RECORDS SUPPLIED =
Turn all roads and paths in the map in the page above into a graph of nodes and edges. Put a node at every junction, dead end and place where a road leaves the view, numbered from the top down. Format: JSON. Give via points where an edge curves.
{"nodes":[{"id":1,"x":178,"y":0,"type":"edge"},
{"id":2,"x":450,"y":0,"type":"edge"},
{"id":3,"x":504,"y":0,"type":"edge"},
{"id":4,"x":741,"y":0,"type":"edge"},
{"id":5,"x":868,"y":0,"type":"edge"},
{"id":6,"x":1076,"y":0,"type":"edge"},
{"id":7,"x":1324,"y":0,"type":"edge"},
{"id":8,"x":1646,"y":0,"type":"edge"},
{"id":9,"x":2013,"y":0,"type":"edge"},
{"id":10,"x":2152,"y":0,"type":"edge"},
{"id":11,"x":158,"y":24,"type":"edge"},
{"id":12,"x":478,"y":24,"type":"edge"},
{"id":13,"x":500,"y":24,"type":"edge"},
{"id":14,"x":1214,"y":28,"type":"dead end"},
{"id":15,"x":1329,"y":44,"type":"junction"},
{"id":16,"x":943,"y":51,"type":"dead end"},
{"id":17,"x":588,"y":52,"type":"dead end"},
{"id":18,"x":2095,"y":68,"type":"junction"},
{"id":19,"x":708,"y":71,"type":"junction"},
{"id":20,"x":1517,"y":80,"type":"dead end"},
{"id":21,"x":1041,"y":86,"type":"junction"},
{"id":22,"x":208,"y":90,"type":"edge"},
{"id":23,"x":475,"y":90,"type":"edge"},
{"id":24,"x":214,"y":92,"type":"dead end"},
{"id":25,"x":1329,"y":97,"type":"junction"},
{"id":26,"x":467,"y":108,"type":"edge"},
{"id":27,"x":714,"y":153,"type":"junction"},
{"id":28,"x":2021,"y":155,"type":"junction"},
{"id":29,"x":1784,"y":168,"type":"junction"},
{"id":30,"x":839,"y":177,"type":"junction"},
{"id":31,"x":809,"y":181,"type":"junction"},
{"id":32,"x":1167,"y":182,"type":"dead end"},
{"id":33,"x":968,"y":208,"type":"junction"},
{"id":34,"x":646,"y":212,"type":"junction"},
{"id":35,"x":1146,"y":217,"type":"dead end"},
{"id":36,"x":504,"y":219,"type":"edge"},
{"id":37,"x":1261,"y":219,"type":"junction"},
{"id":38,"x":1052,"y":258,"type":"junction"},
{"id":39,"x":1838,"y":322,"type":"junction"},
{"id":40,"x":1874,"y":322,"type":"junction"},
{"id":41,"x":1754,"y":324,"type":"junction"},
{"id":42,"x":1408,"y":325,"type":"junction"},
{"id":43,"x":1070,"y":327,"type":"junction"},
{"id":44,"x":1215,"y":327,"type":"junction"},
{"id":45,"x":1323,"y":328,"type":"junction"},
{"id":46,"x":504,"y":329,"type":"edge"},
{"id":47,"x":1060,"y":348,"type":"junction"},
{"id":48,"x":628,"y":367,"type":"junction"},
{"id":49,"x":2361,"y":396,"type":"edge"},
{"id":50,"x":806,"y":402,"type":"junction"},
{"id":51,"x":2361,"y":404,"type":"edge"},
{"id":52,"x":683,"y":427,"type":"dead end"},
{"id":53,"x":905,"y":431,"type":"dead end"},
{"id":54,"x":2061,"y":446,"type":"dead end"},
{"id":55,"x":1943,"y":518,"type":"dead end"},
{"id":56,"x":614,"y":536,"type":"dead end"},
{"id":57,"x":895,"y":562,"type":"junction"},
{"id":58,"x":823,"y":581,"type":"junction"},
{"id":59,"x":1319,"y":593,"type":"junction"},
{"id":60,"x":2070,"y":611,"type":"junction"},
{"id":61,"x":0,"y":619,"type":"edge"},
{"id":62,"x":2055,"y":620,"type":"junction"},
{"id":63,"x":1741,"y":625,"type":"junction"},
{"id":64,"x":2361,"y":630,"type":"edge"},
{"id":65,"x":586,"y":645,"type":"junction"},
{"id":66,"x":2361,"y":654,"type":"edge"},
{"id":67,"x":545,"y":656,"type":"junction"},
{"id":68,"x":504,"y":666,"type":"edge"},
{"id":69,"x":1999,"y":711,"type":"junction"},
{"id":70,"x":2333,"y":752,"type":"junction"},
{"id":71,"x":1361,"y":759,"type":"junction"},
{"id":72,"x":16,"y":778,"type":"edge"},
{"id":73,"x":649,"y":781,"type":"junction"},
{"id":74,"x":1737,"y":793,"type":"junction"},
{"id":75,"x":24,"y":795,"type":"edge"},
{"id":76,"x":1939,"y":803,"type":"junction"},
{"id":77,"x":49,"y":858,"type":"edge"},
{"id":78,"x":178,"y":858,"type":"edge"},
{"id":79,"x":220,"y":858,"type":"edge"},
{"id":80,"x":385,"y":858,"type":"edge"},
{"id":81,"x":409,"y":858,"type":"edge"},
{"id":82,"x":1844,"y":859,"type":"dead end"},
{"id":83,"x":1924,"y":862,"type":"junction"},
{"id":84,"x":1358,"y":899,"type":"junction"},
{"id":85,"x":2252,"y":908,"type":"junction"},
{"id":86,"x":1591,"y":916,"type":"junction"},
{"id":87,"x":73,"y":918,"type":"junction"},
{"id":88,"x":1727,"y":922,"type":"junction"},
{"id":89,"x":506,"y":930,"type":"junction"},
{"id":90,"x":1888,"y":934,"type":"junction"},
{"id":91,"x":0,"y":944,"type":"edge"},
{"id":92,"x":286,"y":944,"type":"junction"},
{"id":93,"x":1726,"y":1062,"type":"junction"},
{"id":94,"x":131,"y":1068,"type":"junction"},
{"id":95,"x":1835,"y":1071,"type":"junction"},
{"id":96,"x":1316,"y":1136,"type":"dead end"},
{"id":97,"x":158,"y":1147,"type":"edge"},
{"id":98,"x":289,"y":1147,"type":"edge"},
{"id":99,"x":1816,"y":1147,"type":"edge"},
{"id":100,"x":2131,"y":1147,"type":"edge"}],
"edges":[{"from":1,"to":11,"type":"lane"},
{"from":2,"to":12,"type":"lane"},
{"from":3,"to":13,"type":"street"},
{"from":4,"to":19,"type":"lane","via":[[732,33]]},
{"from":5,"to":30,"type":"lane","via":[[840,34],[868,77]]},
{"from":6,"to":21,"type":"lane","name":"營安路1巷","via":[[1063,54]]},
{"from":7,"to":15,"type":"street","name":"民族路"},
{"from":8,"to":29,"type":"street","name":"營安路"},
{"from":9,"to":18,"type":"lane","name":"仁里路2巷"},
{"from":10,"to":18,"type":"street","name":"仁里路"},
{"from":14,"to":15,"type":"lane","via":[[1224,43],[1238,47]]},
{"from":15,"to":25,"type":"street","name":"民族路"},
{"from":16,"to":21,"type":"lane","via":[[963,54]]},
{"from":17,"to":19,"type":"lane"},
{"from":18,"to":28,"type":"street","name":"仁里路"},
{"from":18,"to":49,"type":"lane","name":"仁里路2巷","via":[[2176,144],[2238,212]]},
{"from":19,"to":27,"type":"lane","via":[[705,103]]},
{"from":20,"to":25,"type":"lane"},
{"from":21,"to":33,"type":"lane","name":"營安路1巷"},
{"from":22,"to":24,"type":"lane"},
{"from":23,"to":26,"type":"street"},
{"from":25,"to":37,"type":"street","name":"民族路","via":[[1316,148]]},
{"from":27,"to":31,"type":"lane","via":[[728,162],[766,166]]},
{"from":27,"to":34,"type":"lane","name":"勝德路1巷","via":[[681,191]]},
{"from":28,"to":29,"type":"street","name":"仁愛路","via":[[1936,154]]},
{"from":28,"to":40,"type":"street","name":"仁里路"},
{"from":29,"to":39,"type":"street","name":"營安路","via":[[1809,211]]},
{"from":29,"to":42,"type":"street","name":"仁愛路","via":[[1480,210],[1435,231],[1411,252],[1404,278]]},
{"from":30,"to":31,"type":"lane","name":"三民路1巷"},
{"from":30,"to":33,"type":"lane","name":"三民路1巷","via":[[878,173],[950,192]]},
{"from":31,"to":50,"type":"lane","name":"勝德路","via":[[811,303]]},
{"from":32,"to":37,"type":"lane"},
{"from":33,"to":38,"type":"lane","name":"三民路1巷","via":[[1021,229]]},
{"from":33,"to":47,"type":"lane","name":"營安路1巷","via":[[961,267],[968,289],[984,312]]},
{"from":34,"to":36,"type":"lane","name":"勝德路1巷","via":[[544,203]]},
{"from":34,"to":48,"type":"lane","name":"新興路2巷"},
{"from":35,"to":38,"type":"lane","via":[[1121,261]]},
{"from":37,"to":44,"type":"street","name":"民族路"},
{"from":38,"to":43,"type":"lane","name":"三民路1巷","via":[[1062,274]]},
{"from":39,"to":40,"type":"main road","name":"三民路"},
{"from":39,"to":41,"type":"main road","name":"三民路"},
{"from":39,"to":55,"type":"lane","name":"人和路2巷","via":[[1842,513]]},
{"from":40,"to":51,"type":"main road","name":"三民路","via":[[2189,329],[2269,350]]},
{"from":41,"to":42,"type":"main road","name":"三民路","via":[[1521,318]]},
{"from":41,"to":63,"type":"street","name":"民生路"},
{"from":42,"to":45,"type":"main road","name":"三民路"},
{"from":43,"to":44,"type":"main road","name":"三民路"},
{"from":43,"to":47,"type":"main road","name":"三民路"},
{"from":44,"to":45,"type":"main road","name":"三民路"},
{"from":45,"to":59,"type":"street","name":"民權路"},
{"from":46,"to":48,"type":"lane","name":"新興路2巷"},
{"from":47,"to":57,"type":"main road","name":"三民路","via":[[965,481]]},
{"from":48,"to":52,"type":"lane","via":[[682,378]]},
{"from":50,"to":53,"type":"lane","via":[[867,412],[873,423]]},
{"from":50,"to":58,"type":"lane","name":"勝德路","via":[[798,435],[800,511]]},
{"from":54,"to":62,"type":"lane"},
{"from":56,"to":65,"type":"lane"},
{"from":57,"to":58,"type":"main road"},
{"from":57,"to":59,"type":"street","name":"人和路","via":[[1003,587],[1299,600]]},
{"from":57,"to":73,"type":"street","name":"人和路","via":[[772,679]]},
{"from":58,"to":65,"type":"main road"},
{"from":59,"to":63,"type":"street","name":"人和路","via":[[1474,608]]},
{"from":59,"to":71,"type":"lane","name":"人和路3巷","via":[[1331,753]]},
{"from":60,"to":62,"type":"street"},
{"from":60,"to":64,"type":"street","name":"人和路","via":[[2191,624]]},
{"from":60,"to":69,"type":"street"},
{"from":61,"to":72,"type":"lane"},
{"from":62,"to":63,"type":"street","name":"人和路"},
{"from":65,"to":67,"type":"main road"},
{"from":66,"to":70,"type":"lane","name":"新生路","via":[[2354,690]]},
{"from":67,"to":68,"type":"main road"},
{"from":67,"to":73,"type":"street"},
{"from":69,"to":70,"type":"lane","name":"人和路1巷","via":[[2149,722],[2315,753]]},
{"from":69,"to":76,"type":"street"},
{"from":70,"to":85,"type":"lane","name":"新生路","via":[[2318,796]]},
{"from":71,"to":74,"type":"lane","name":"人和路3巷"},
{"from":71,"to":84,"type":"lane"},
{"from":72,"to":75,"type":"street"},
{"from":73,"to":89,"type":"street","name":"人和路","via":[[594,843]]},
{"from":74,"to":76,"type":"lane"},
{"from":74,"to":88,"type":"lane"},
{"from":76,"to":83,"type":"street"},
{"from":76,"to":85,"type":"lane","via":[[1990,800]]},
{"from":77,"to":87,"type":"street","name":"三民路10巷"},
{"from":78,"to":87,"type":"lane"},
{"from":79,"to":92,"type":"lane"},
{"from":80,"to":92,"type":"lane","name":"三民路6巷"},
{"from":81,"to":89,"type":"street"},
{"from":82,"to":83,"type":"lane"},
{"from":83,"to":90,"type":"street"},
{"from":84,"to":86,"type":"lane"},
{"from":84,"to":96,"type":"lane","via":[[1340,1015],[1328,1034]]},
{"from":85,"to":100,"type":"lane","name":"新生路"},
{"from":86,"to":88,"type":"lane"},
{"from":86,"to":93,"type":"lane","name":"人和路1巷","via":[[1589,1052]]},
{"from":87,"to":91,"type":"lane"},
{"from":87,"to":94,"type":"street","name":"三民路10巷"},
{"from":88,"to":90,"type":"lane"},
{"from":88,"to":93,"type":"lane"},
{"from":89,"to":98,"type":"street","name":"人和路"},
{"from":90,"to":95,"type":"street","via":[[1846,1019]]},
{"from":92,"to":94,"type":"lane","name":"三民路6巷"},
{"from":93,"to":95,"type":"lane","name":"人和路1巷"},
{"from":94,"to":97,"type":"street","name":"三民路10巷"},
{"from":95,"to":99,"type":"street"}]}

EXERCISE =
Isolate each line of the listing above that includes "edges". Copy it.

RESPONSE BOX =
Turn all roads and paths in the map in the page above into a graph of nodes and edges. Put a node at every junction, dead end and place where a road leaves the view, numbered from the top down. Format: JSON. Give via points where an edge curves.
"edges":[{"from":1,"to":11,"type":"lane"},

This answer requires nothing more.